#### What needs to be done:
All lines with the word "every" must be pulled from the entries below.

#### Supplied information:
.....

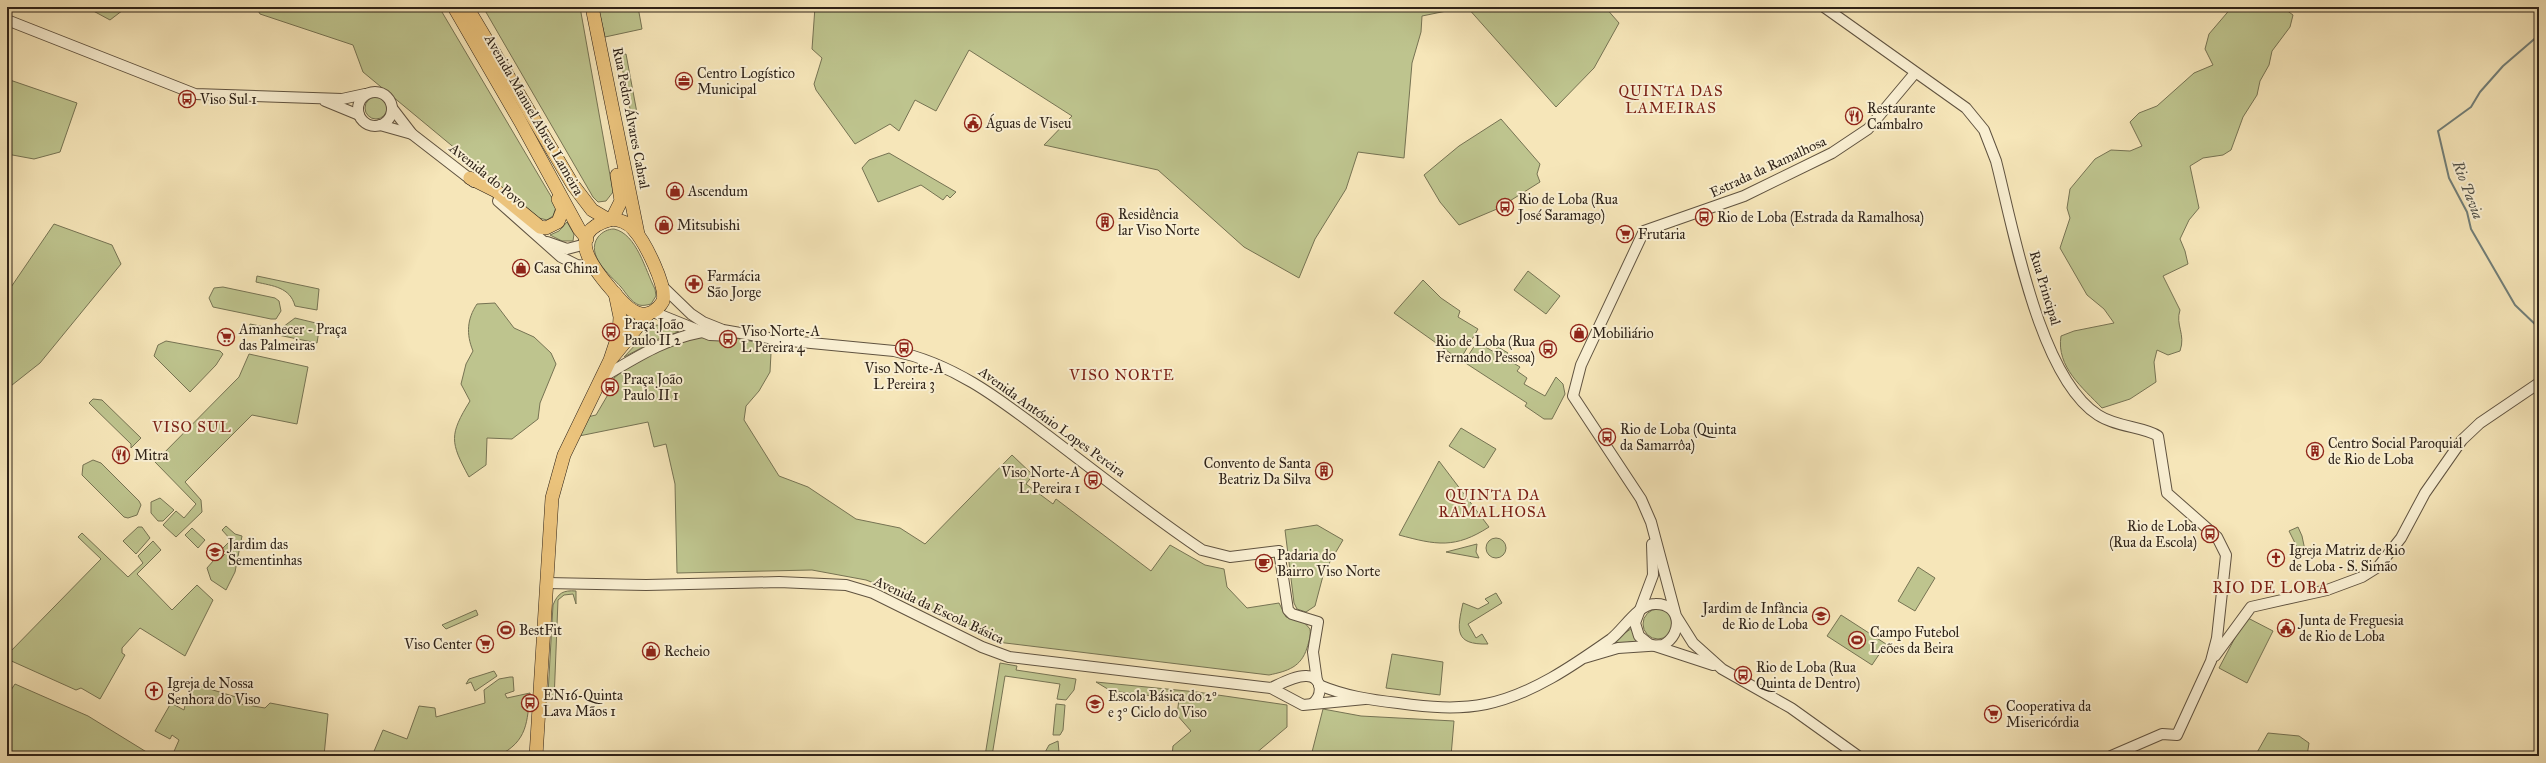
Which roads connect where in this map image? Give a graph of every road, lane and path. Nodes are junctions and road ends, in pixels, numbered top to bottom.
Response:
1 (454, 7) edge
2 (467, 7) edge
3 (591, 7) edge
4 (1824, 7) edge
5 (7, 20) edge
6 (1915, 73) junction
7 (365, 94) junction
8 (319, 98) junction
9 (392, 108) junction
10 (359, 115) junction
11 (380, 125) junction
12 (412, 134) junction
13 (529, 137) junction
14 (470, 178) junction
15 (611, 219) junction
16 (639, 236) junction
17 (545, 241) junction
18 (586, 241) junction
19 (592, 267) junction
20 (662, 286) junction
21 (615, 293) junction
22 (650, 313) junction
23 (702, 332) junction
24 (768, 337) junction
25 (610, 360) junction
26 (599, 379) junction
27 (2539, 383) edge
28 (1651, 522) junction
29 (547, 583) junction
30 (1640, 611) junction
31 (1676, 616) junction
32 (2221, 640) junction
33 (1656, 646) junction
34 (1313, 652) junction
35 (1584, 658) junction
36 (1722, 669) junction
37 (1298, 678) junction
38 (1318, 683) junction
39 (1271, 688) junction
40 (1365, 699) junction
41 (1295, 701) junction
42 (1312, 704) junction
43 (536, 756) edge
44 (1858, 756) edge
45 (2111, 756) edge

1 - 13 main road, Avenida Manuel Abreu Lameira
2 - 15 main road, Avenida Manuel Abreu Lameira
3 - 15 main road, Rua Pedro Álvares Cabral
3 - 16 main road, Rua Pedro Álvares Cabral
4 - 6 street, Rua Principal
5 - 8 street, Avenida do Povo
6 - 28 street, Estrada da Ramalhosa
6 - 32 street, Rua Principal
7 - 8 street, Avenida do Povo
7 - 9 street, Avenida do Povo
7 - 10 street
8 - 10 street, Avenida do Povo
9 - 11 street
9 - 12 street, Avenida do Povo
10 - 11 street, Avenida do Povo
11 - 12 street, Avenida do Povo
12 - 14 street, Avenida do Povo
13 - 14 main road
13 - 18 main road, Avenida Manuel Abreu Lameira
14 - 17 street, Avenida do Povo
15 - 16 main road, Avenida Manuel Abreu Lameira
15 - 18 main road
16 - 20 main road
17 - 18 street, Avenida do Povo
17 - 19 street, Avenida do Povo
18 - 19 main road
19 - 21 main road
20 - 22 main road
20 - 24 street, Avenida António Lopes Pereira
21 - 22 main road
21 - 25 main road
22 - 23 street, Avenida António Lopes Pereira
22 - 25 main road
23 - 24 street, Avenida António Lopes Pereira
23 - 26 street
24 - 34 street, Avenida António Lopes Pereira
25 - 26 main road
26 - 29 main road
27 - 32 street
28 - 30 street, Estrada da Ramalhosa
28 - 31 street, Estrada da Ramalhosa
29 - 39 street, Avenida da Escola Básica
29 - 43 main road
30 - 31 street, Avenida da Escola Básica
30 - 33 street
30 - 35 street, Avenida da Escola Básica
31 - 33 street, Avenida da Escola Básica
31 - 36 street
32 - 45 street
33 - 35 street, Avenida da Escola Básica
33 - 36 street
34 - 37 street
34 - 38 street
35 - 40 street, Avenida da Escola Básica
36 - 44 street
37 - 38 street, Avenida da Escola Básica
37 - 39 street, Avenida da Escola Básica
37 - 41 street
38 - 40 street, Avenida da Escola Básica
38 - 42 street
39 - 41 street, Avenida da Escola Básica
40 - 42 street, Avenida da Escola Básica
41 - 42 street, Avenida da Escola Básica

.....

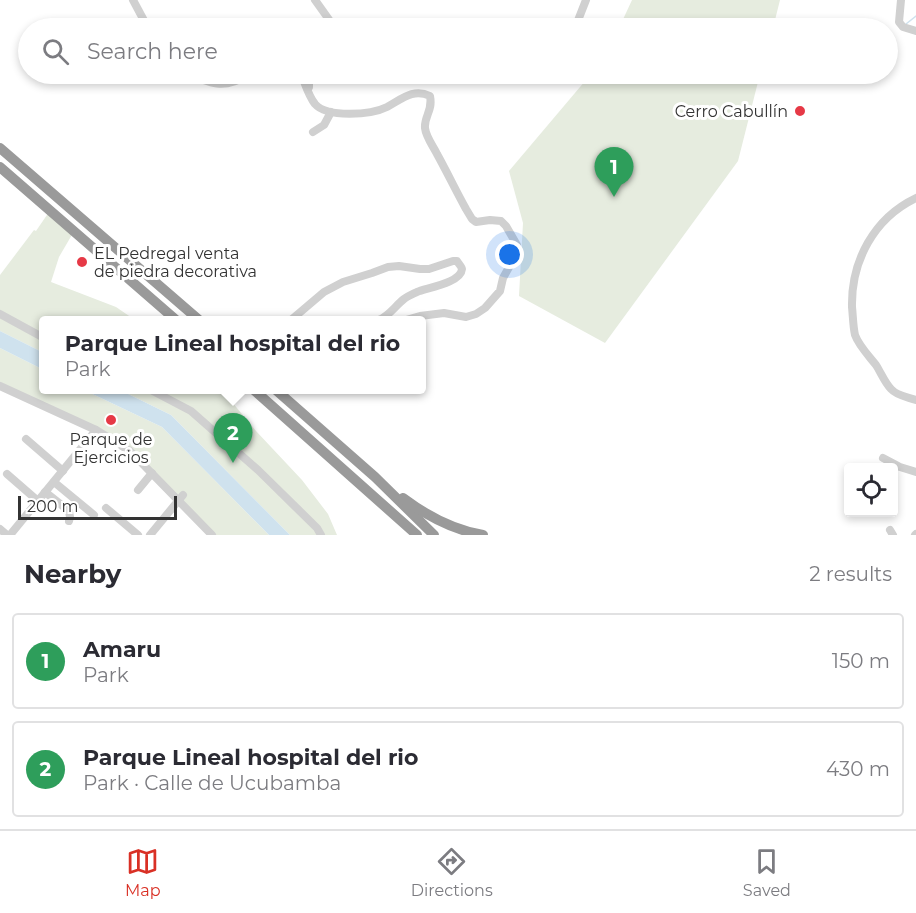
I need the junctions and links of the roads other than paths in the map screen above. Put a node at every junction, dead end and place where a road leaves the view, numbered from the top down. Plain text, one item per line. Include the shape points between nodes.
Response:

.....

#### Finished task:
Which roads connect where in this map image? Give a graph of every road, lane and path. Nodes are junctions and road ends, in pixels, numbered top to bottom.
I need the junctions and links of the roads other than paths in the map screen above. Put a node at every junction, dead end and place where a road leaves the view, numbered from the top down. Plain text, one item per line. Include the shape points between nodes.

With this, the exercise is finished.